- [DATA FOR THE TASK]:
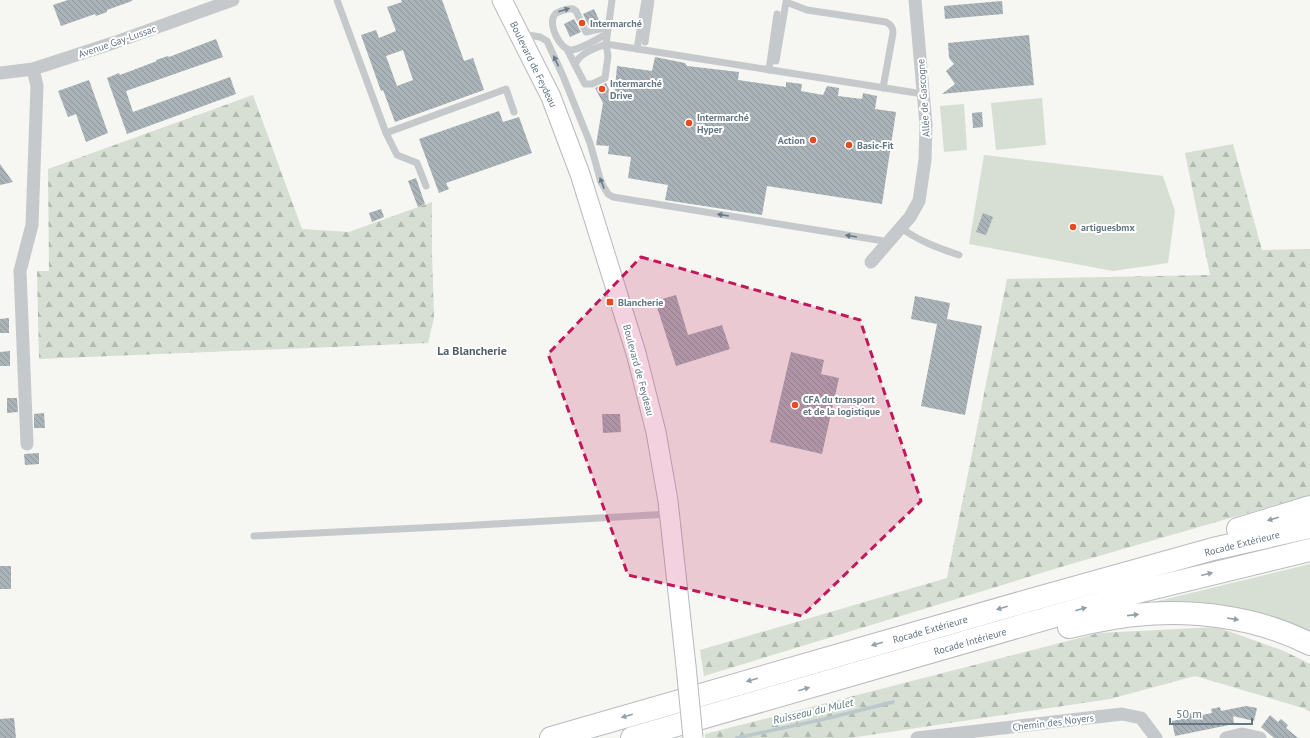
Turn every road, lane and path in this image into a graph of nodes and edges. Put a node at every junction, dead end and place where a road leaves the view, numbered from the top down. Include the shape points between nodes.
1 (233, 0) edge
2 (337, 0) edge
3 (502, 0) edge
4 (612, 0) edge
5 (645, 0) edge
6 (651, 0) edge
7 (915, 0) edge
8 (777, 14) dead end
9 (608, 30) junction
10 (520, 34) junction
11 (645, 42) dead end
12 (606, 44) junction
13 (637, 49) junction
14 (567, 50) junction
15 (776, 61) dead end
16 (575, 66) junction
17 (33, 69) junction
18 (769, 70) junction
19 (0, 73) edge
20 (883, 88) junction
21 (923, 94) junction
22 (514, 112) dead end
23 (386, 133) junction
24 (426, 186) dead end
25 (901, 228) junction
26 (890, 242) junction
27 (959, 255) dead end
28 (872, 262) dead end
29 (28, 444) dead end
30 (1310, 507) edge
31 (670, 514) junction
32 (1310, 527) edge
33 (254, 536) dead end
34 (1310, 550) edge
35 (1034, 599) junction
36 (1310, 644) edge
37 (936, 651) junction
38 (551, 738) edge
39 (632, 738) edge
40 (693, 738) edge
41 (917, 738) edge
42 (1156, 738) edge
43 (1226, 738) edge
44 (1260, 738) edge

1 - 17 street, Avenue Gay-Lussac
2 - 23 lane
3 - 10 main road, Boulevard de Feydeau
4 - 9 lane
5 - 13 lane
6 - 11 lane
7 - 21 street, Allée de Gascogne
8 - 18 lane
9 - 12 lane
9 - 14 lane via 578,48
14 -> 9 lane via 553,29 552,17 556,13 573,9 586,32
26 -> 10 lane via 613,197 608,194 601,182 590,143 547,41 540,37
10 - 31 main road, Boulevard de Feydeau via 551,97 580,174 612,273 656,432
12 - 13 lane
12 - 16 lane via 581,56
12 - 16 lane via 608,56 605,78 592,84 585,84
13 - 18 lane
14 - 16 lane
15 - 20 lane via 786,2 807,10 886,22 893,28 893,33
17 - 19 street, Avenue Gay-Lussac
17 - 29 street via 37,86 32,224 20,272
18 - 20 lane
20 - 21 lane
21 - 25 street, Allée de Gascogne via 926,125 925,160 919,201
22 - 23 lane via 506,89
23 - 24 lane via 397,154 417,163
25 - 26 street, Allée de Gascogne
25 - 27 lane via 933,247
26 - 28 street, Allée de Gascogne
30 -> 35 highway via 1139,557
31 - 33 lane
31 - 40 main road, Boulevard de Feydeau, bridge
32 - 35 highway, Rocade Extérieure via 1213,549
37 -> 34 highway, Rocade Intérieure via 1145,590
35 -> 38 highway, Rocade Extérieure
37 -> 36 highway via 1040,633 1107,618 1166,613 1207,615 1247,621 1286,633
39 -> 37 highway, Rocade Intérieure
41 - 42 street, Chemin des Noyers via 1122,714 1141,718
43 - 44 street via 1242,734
* * *
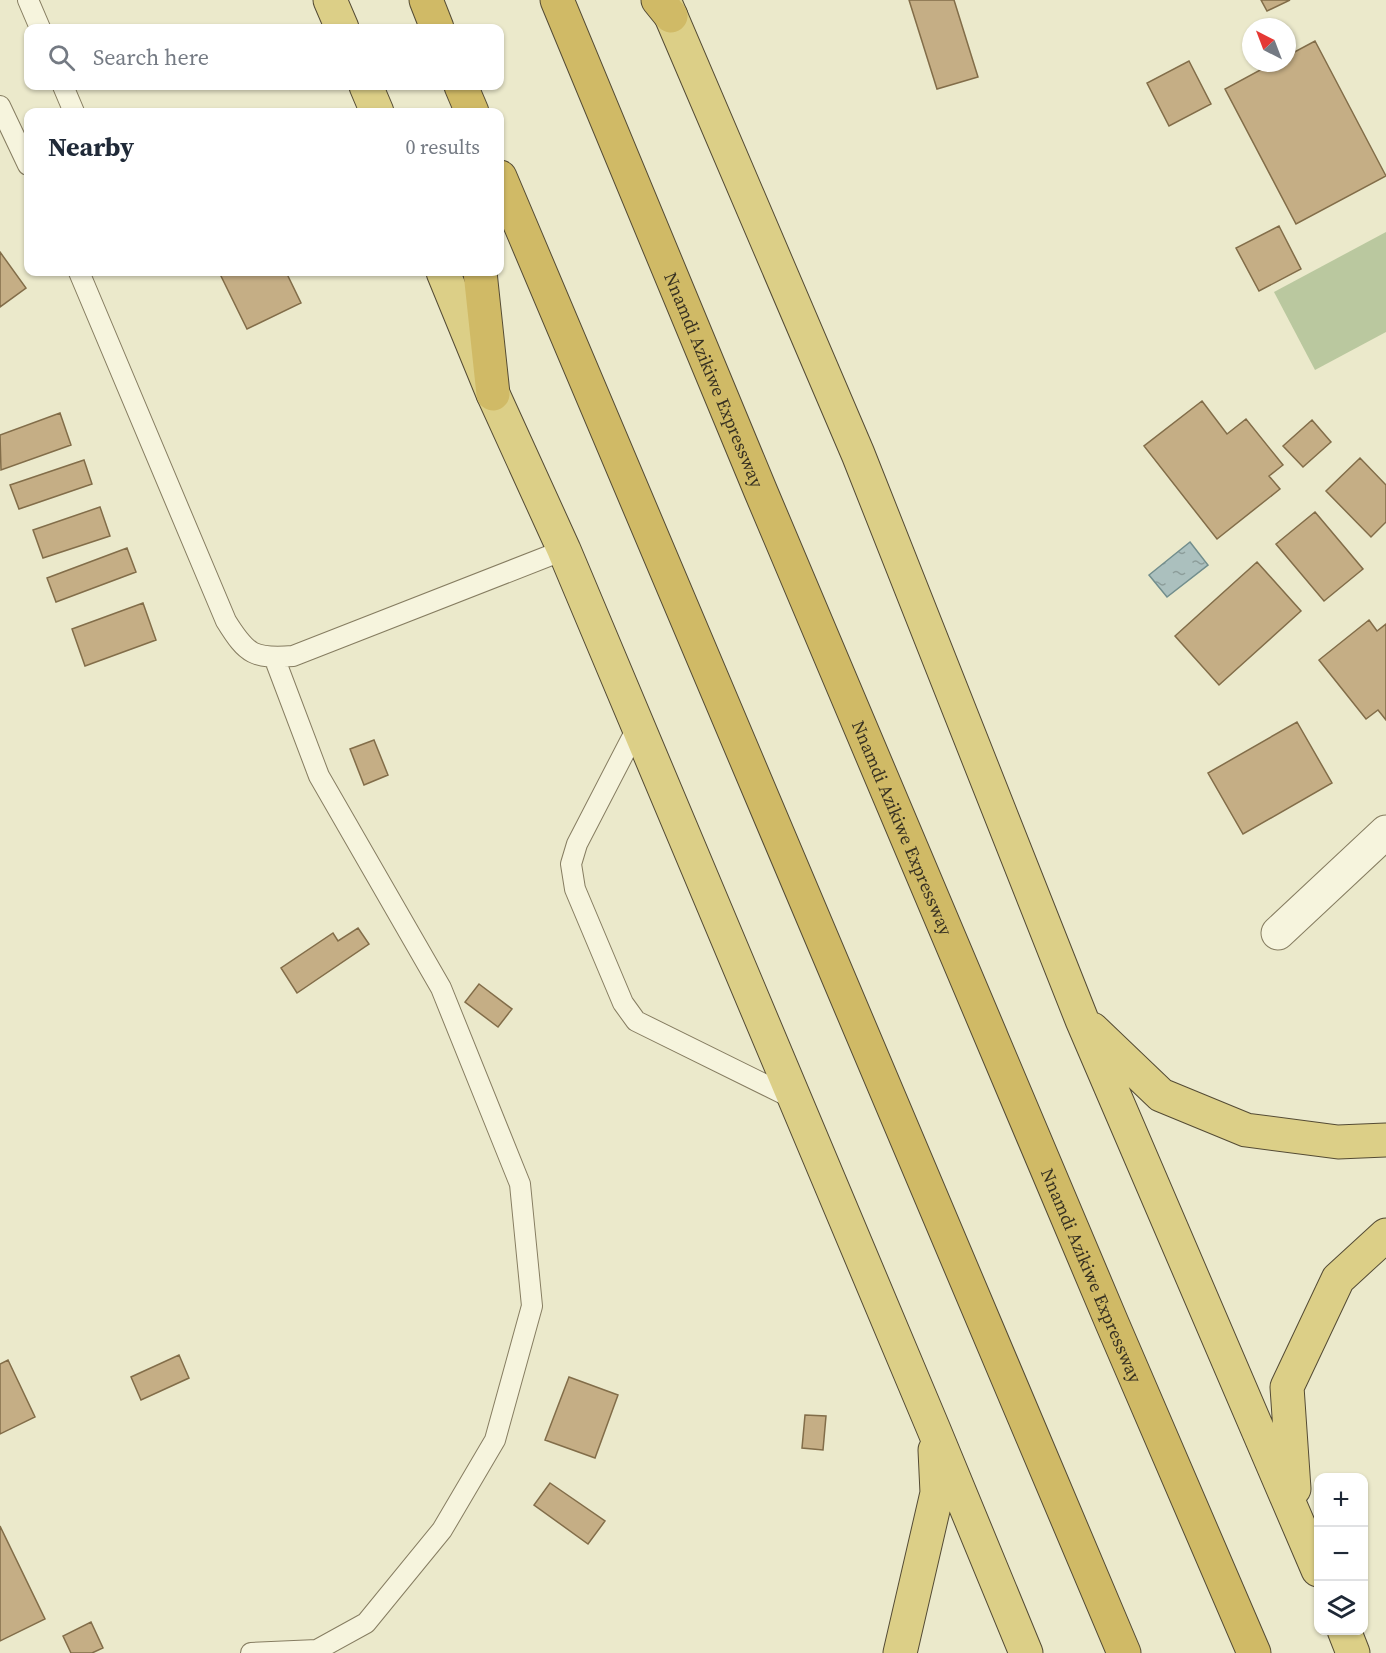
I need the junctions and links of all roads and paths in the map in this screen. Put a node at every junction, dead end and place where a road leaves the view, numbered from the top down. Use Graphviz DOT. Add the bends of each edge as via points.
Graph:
==
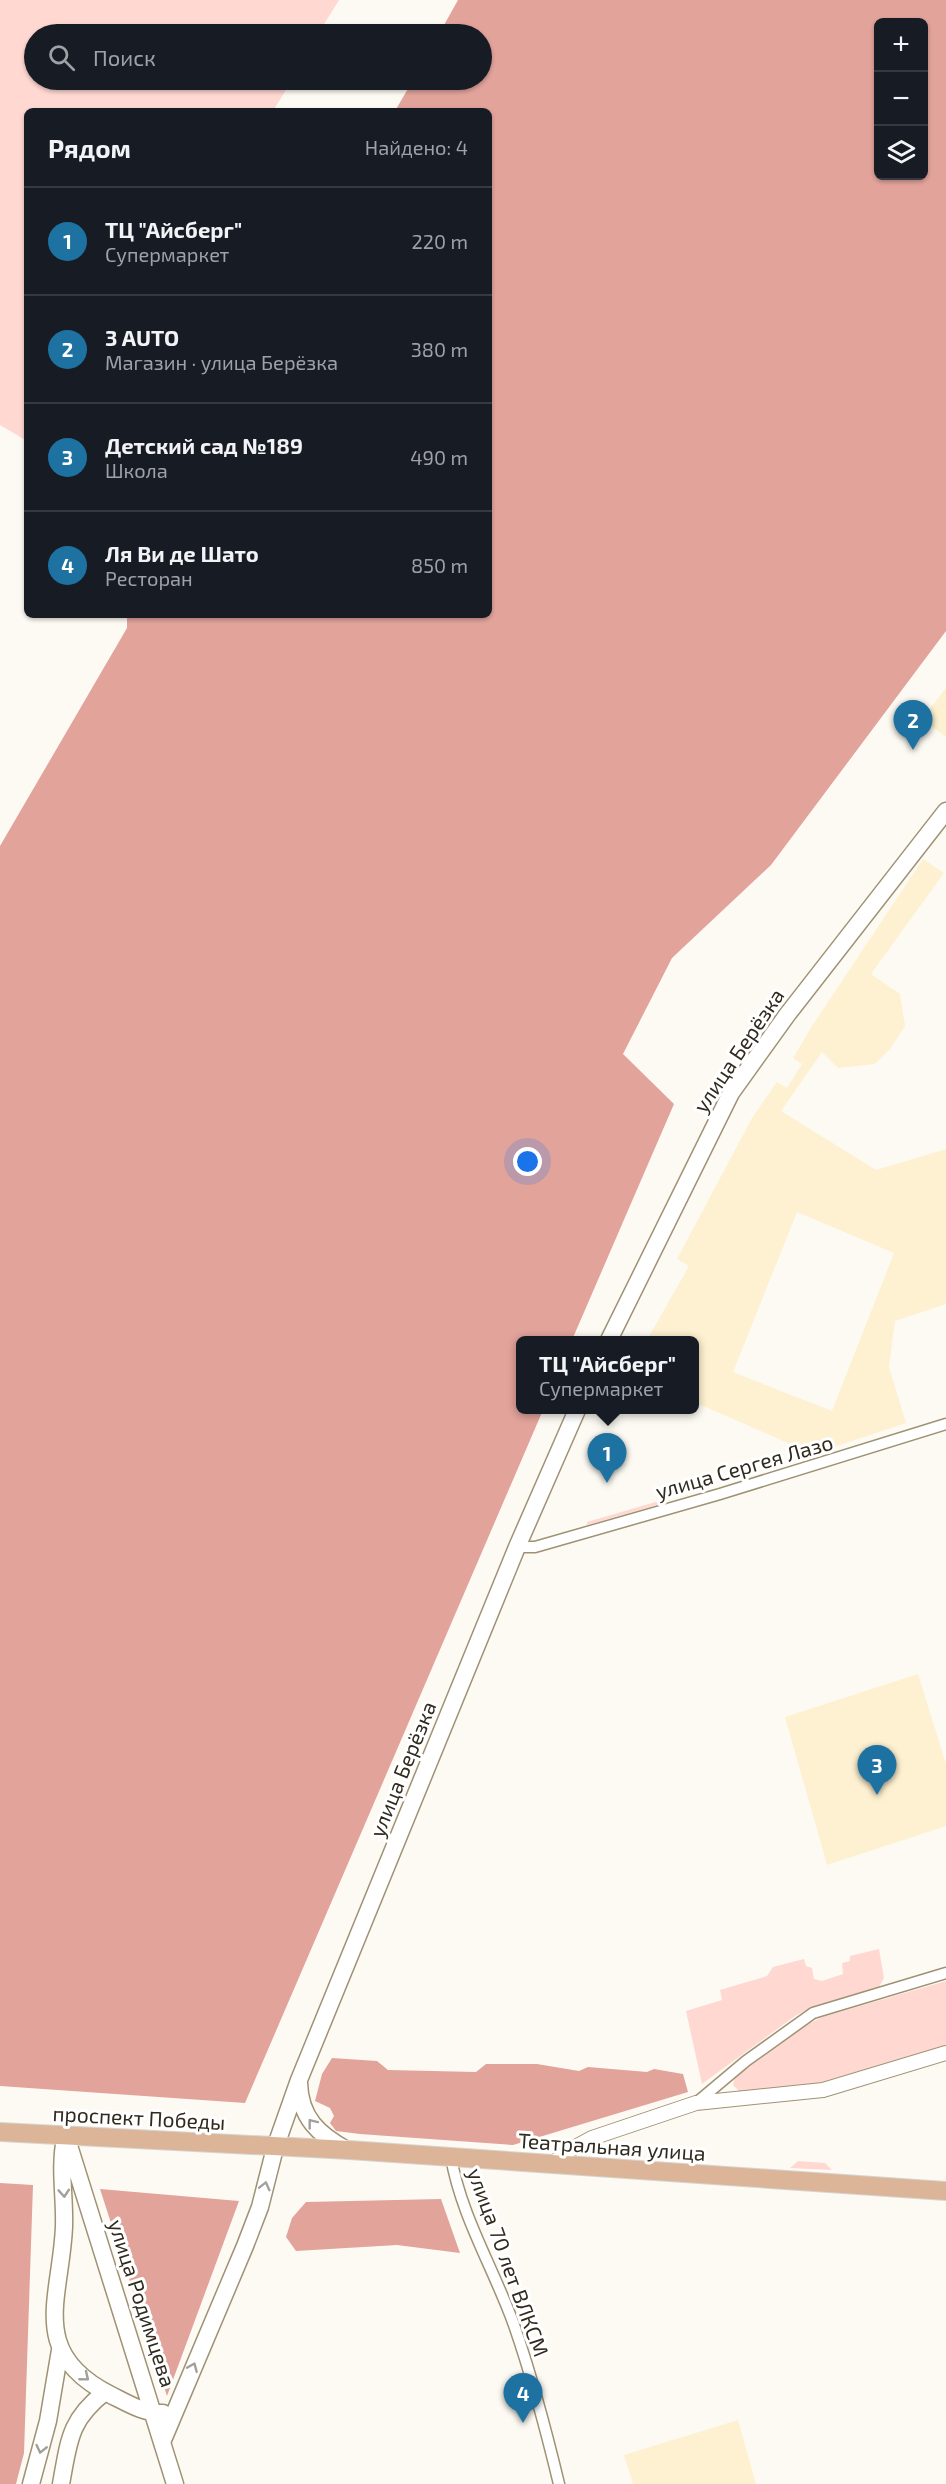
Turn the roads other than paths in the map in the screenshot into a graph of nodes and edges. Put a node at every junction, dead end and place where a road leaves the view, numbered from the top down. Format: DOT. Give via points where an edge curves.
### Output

- [WHAT TO DO]: Search the records for lines holding the word "roads", then copy each line you find.

- [OUTPUT FOR THIS TASK]:
I need the junctions and links of all roads and paths in the map in this screen. Put a node at every junction, dead end and place where a road leaves the view, numbered from the top down. Use Graphviz DOT. Add the bends of each edge as via points.
Turn the roads other than paths in the map in the screenshot into a graph of nodes and edges. Put a node at every junction, dead end and place where a road leaves the view, numbered from the top down. Format: DOT. Give via points where an edge curves.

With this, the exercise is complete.